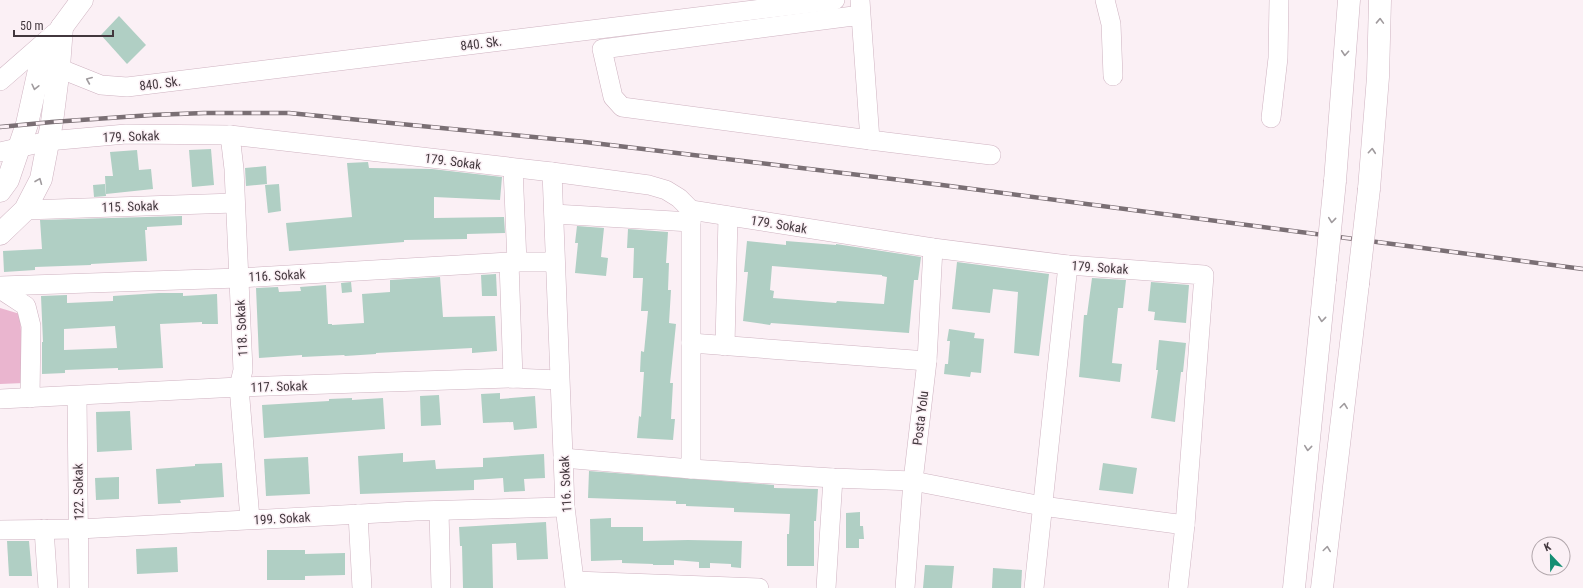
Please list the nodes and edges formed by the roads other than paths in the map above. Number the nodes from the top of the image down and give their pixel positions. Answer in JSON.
{"nodes":[{"id":1,"x":82,"y":0,"type":"edge"},
{"id":2,"x":835,"y":0,"type":"edge"},
{"id":3,"x":1105,"y":0,"type":"edge"},
{"id":4,"x":1279,"y":0,"type":"edge"},
{"id":5,"x":1349,"y":0,"type":"edge"},
{"id":6,"x":1380,"y":0,"type":"edge"},
{"id":7,"x":860,"y":8,"type":"edge"},
{"id":8,"x":62,"y":27,"type":"junction"},
{"id":9,"x":50,"y":64,"type":"junction"},
{"id":10,"x":1113,"y":76,"type":"dead end"},
{"id":11,"x":0,"y":81,"type":"edge"},
{"id":12,"x":1271,"y":118,"type":"dead end"},
{"id":13,"x":230,"y":135,"type":"junction"},
{"id":14,"x":870,"y":140,"type":"junction"},
{"id":15,"x":48,"y":141,"type":"junction"},
{"id":16,"x":10,"y":149,"type":"edge"},
{"id":17,"x":991,"y":155,"type":"dead end"},
{"id":18,"x":513,"y":168,"type":"junction"},
{"id":19,"x":552,"y":172,"type":"junction"},
{"id":20,"x":0,"y":191,"type":"edge"},
{"id":21,"x":235,"y":203,"type":"junction"},
{"id":22,"x":24,"y":210,"type":"junction"},
{"id":23,"x":554,"y":214,"type":"junction"},
{"id":24,"x":691,"y":216,"type":"junction"},
{"id":25,"x":728,"y":216,"type":"junction"},
{"id":26,"x":0,"y":234,"type":"edge"},
{"id":27,"x":933,"y":248,"type":"junction"},
{"id":28,"x":513,"y":262,"type":"junction"},
{"id":29,"x":555,"y":262,"type":"junction"},
{"id":30,"x":1068,"y":265,"type":"junction"},
{"id":31,"x":239,"y":278,"type":"junction"},
{"id":32,"x":0,"y":288,"type":"edge"},
{"id":33,"x":691,"y":343,"type":"junction"},
{"id":34,"x":725,"y":346,"type":"junction"},
{"id":35,"x":927,"y":361,"type":"junction"},
{"id":36,"x":512,"y":378,"type":"junction"},
{"id":37,"x":559,"y":380,"type":"junction"},
{"id":38,"x":239,"y":387,"type":"junction"},
{"id":39,"x":77,"y":396,"type":"junction"},
{"id":40,"x":30,"y":398,"type":"junction"},
{"id":41,"x":0,"y":399,"type":"edge"},
{"id":42,"x":563,"y":458,"type":"junction"},
{"id":43,"x":691,"y":469,"type":"junction"},
{"id":44,"x":833,"y":478,"type":"junction"},
{"id":45,"x":913,"y":480,"type":"junction"},
{"id":46,"x":1042,"y":506,"type":"junction"},
{"id":47,"x":565,"y":507,"type":"junction"},
{"id":48,"x":439,"y":511,"type":"junction"},
{"id":49,"x":358,"y":514,"type":"junction"},
{"id":50,"x":250,"y":519,"type":"junction"},
{"id":51,"x":1185,"y":525,"type":"junction"},
{"id":52,"x":44,"y":529,"type":"junction"},
{"id":53,"x":78,"y":529,"type":"junction"},
{"id":54,"x":0,"y":530,"type":"edge"},
{"id":55,"x":575,"y":584,"type":"edge"},
{"id":56,"x":48,"y":588,"type":"edge"},
{"id":57,"x":79,"y":588,"type":"edge"},
{"id":58,"x":362,"y":588,"type":"edge"},
{"id":59,"x":441,"y":588,"type":"edge"},
{"id":60,"x":759,"y":588,"type":"edge"},
{"id":61,"x":826,"y":588,"type":"edge"},
{"id":62,"x":904,"y":588,"type":"edge"},
{"id":63,"x":1034,"y":588,"type":"edge"},
{"id":64,"x":1178,"y":588,"type":"edge"},
{"id":65,"x":1294,"y":588,"type":"edge"},
{"id":66,"x":1322,"y":588,"type":"edge"}],
"edges":[{"from":1,"to":8,"type":"main road"},
{"from":2,"to":9,"type":"street","name":"840. Sk.","one_way":true},
{"from":3,"to":10,"type":"street"},
{"from":4,"to":12,"type":"street"},
{"from":5,"to":65,"type":"main road","one_way":true,"bridge":true},
{"from":66,"to":6,"type":"main road","one_way":true,"bridge":true},
{"from":7,"to":14,"type":"street"},
{"from":7,"to":14,"type":"street"},
{"from":8,"to":9,"type":"main road"},
{"from":8,"to":11,"type":"street"},
{"from":9,"to":15,"type":"main road"},
{"from":9,"to":16,"type":"main road","one_way":true},
{"from":13,"to":15,"type":"street","name":"179. Sokak"},
{"from":13,"to":18,"type":"street","name":"179. Sokak"},
{"from":13,"to":21,"type":"street","name":"118. Sokak"},
{"from":14,"to":17,"type":"street"},
{"from":15,"to":16,"type":"street","name":"179. Sokak"},
{"from":22,"to":15,"type":"main road","one_way":true},
{"from":16,"to":20,"type":"main road"},
{"from":18,"to":19,"type":"street","name":"179. Sokak"},
{"from":18,"to":28,"type":"street"},
{"from":19,"to":23,"type":"street","name":"116. Sokak"},
{"from":19,"to":24,"type":"street","name":"179. Sokak"},
{"from":21,"to":22,"type":"street","name":"115. Sokak"},
{"from":21,"to":31,"type":"street","name":"118. Sokak"},
{"from":22,"to":26,"type":"main road"},
{"from":23,"to":24,"type":"street"},
{"from":23,"to":29,"type":"street","name":"116. Sokak"},
{"from":24,"to":25,"type":"street","name":"179. Sokak"},
{"from":24,"to":33,"type":"street"},
{"from":25,"to":27,"type":"street","name":"179. Sokak"},
{"from":25,"to":34,"type":"street"},
{"from":27,"to":30,"type":"street","name":"179. Sokak"},
{"from":27,"to":35,"type":"street","name":"Posta Yolu"},
{"from":28,"to":29,"type":"street","name":"116. Sokak"},
{"from":28,"to":31,"type":"street","name":"116. Sokak"},
{"from":28,"to":36,"type":"street"},
{"from":29,"to":37,"type":"street","name":"116. Sokak"},
{"from":30,"to":46,"type":"street"},
{"from":30,"to":51,"type":"street","name":"179. Sokak"},
{"from":31,"to":32,"type":"street","name":"116. Sokak"},
{"from":31,"to":38,"type":"street","name":"118. Sokak"},
{"from":32,"to":40,"type":"street"},
{"from":33,"to":34,"type":"street"},
{"from":33,"to":43,"type":"street"},
{"from":34,"to":35,"type":"street"},
{"from":35,"to":45,"type":"street","name":"Posta Yolu"},
{"from":36,"to":37,"type":"street","name":"117. Sokak"},
{"from":36,"to":38,"type":"street","name":"117. Sokak"},
{"from":37,"to":42,"type":"street","name":"116. Sokak"},
{"from":38,"to":39,"type":"street","name":"117. Sokak"},
{"from":38,"to":50,"type":"street","name":"118. Sokak"},
{"from":39,"to":40,"type":"street","name":"117. Sokak"},
{"from":39,"to":53,"type":"street","name":"122. Sokak"},
{"from":40,"to":41,"type":"street","name":"117. Sokak"},
{"from":42,"to":43,"type":"street"},
{"from":42,"to":47,"type":"street","name":"116. Sokak"},
{"from":43,"to":44,"type":"street"},
{"from":44,"to":45,"type":"street"},
{"from":44,"to":61,"type":"street"},
{"from":45,"to":46,"type":"street"},
{"from":45,"to":62,"type":"street","name":"Posta Yolu"},
{"from":46,"to":51,"type":"street"},
{"from":46,"to":63,"type":"street"},
{"from":47,"to":48,"type":"street","name":"199. Sokak"},
{"from":47,"to":55,"type":"street","name":"116. Sokak"},
{"from":48,"to":49,"type":"street","name":"199. Sokak"},
{"from":48,"to":59,"type":"street"},
{"from":49,"to":50,"type":"street","name":"199. Sokak"},
{"from":49,"to":58,"type":"street"},
{"from":50,"to":53,"type":"street","name":"199. Sokak"},
{"from":51,"to":64,"type":"street","name":"179. Sokak"},
{"from":52,"to":53,"type":"street","name":"199. Sokak"},
{"from":52,"to":54,"type":"street","name":"199. Sokak"},
{"from":52,"to":56,"type":"street"},
{"from":53,"to":57,"type":"street","name":"122. Sokak"},
{"from":55,"to":60,"type":"street"}]}
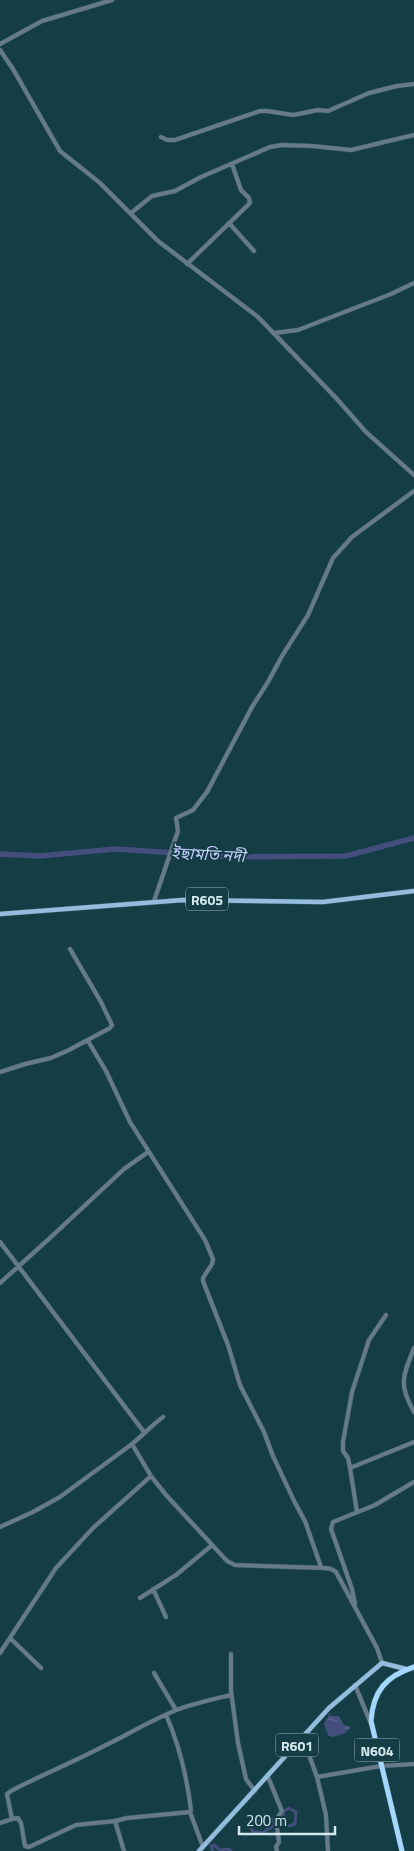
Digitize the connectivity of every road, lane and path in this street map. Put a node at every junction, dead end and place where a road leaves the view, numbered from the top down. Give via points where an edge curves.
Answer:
1 (112, 0) edge
2 (0, 44) edge
3 (0, 50) edge
4 (414, 84) edge
5 (414, 135) edge
6 (161, 137) dead end
7 (232, 164) junction
8 (131, 213) junction
9 (230, 223) junction
10 (254, 251) dead end
11 (187, 264) junction
12 (414, 283) edge
13 (274, 333) junction
14 (414, 475) edge
15 (414, 491) edge
16 (414, 891) edge
17 (154, 901) junction
18 (0, 914) edge
19 (70, 948) dead end
20 (88, 1040) junction
21 (0, 1072) edge
22 (148, 1152) junction
23 (0, 1242) edge
24 (18, 1267) junction
25 (0, 1283) edge
26 (386, 1315) dead end
27 (414, 1348) edge
28 (414, 1412) edge
29 (163, 1417) dead end
30 (144, 1432) junction
31 (414, 1442) edge
32 (132, 1444) junction
33 (350, 1468) junction
34 (151, 1476) junction
35 (414, 1482) edge
36 (357, 1512) junction
37 (0, 1527) edge
38 (211, 1546) junction
39 (321, 1568) junction
40 (153, 1589) junction
41 (140, 1598) dead end
42 (355, 1606) junction
43 (166, 1617) dead end
44 (10, 1638) junction
45 (0, 1653) edge
46 (231, 1654) dead end
47 (382, 1662) junction
48 (414, 1667) edge
49 (41, 1668) dead end
50 (406, 1669) junction
51 (154, 1673) dead end
52 (354, 1685) junction
53 (231, 1695) junction
54 (176, 1710) junction
55 (166, 1715) junction
56 (372, 1728) junction
57 (303, 1738) junction
58 (414, 1764) edge
59 (381, 1766) junction
60 (268, 1777) junction
61 (317, 1777) junction
62 (255, 1791) junction
63 (0, 1792) edge
64 (7, 1794) junction
65 (190, 1812) junction
66 (12, 1819) junction
67 (115, 1821) junction
68 (0, 1823) edge
69 (203, 1847) junction
70 (124, 1851) edge
71 (199, 1851) edge
72 (277, 1851) edge
73 (328, 1851) edge
74 (402, 1851) edge

1 - 2 street via 42,21
3 - 8 street via 60,151
4 - 6 street via 369,93 328,111 293,115 260,111 175,140
5 - 7 street via 351,150 282,145
7 - 8 street via 175,190 152,196
7 - 9 street via 241,190 250,203
8 - 11 street via 158,241
9 - 10 street
9 - 11 street
11 - 13 street via 258,317
12 - 13 street via 298,330
13 - 14 street via 366,432
15 - 17 street via 352,537 333,558 308,615 252,707 207,792 193,810 176,818 178,831
16 - 17 main road, R605 via 323,902
17 - 18 main road, R605
19 - 20 street via 112,1025
20 - 21 street via 51,1058
20 - 22 street
22 - 24 street via 124,1168
22 - 39 street via 212,1255 212,1264 203,1281 240,1385 305,1521
23 - 24 street
24 - 25 street
24 - 30 street
26 - 33 street via 369,1340 352,1392 343,1442
27 - 28 street via 402,1384
29 - 30 street
30 - 32 street
31 - 33 street
32 - 34 street
32 - 37 street via 60,1497
33 - 36 street
34 - 38 street
34 - 44 street via 93,1528 56,1568
35 - 36 street
36 - 42 street via 333,1522 331,1526
38 - 39 street via 227,1562 235,1564
38 - 40 street
39 - 42 street via 336,1572
40 - 41 street
40 - 43 street
42 - 47 street
44 - 45 street
44 - 49 street
46 - 53 street
47 - 50 main road
47 - 52 main road, R601
48 - 50 highway, N604
50 - 56 highway, N604 via 375,1696
51 - 54 street
52 - 56 street
52 - 57 main road, R601
53 - 54 street
53 - 62 street via 246,1779
54 - 55 street
55 - 64 street
55 - 65 street via 184,1772
56 - 59 highway, N604
57 - 60 main road, R601
57 - 61 street
58 - 59 street
59 - 61 street
59 - 74 highway, N604
60 - 62 main road, R601
60 - 72 street via 282,1812 276,1820
61 - 73 street via 326,1815
62 - 69 main road, R601
63 - 64 street
64 - 66 street
65 - 67 street
65 - 69 street
66 - 67 street via 20,1819 24,1845 28,1847 76,1825
66 - 68 street
67 - 70 street
69 - 71 main road, R601

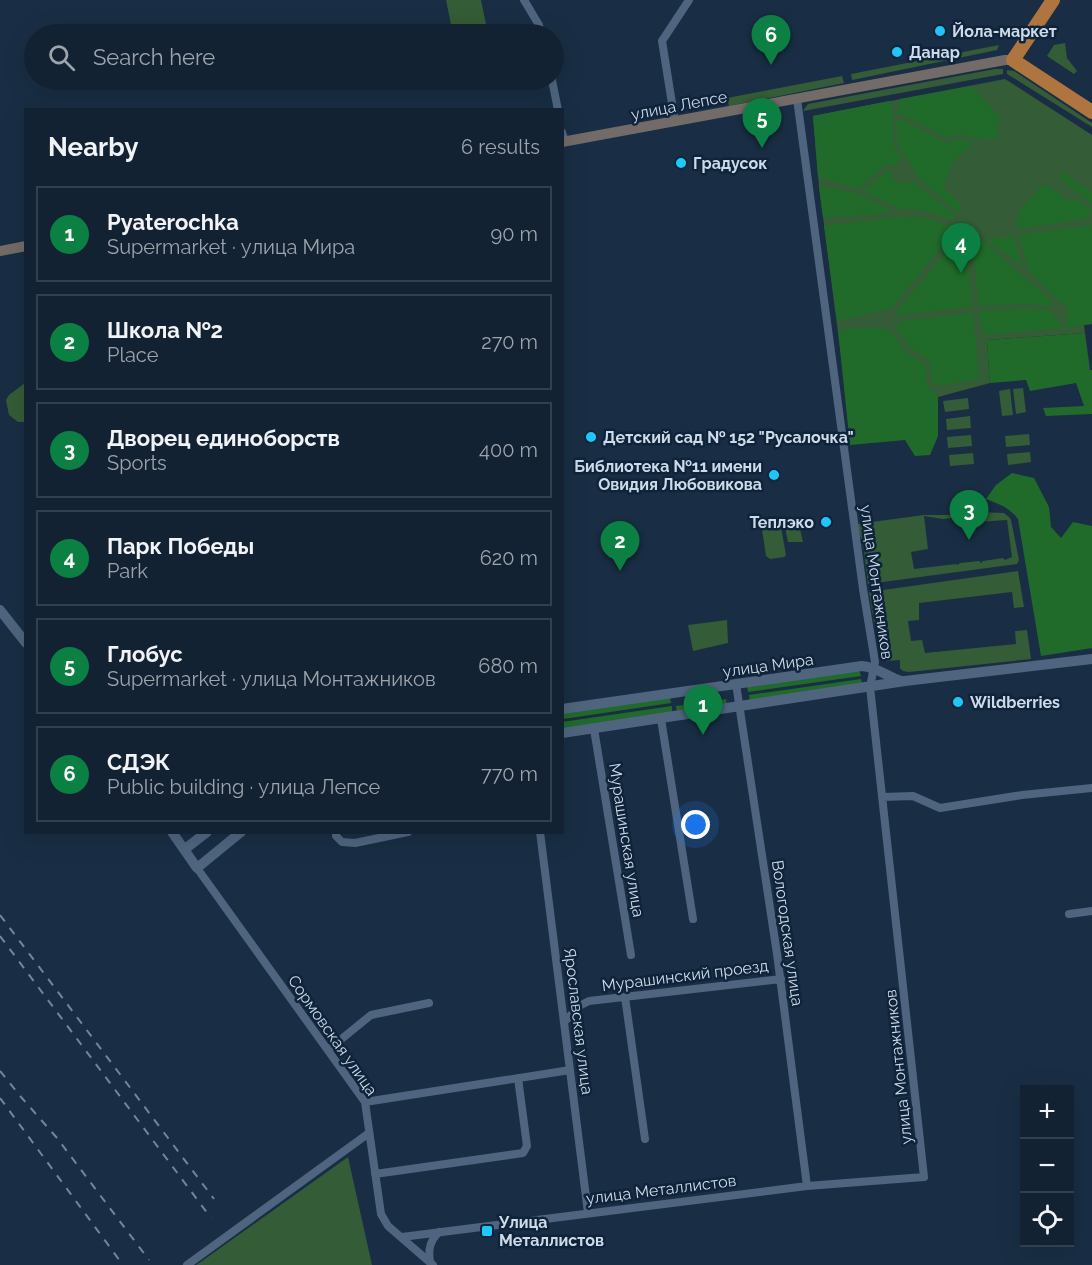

= = = = = = =

- Directions for this task: Copy each line of the listing that includes "bridge".

- Task output:
{"from":5,"to":65,"type":"main road","one_way":true,"bridge":true},
{"from":66,"to":6,"type":"main road","one_way":true,"bridge":true},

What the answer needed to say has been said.